- _Task details_
Could you retype the whole listing word for word and drop the images?

- _Given information_
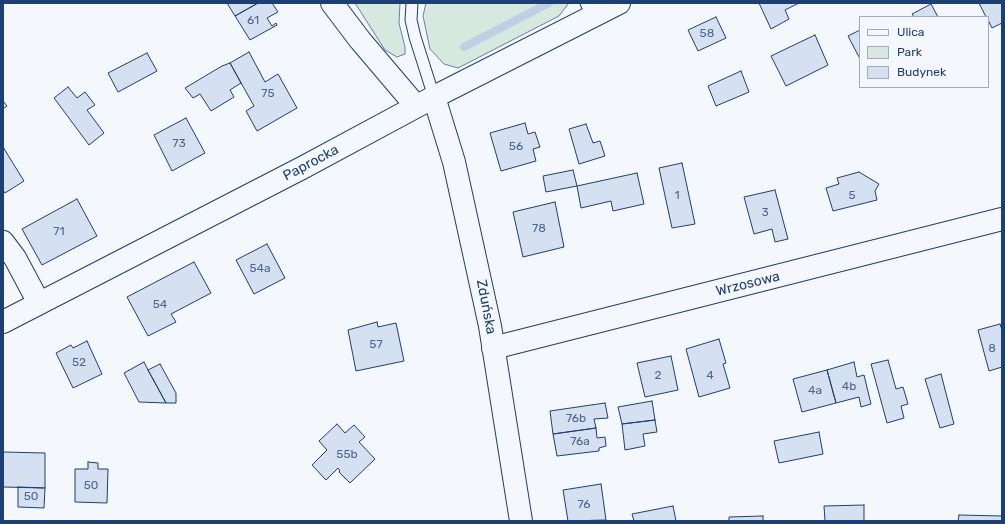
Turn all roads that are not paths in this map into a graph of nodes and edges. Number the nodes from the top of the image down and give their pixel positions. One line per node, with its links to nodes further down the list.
1 (332, 3): 5 (street, Zduńska)
2 (412, 3): 5 (lane)
3 (619, 3): 4 (street, Paprocka)
4 (589, 10): 5 (street, Paprocka)
5 (425, 102): 8 (street, Paprocka); 10 (street, Zduńska)
6 (1002, 219): 10 (street, Wrzosowa)
7 (3, 242): 8 (street)
8 (39, 303): 9 (street, Paprocka)
9 (3, 322)
10 (494, 348): 11 (street, Zduńska)
11 (521, 521)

- _Solution to the problem_
Turn all roads that are not paths in this map into a graph of nodes and edges. Number the nodes from the top of the image down and give their pixel positions. One line per node, with its links to nodes further down the list.
1 (332, 3): 5 (street, Zduńska)
2 (412, 3): 5 (lane)
3 (619, 3): 4 (street, Paprocka)
4 (589, 10): 5 (street, Paprocka)
5 (425, 102): 8 (street, Paprocka); 10 (street, Zduńska)
6 (1002, 219): 10 (street, Wrzosowa)
7 (3, 242): 8 (street)
8 (39, 303): 9 (street, Paprocka)
9 (3, 322)
10 (494, 348): 11 (street, Zduńska)
11 (521, 521)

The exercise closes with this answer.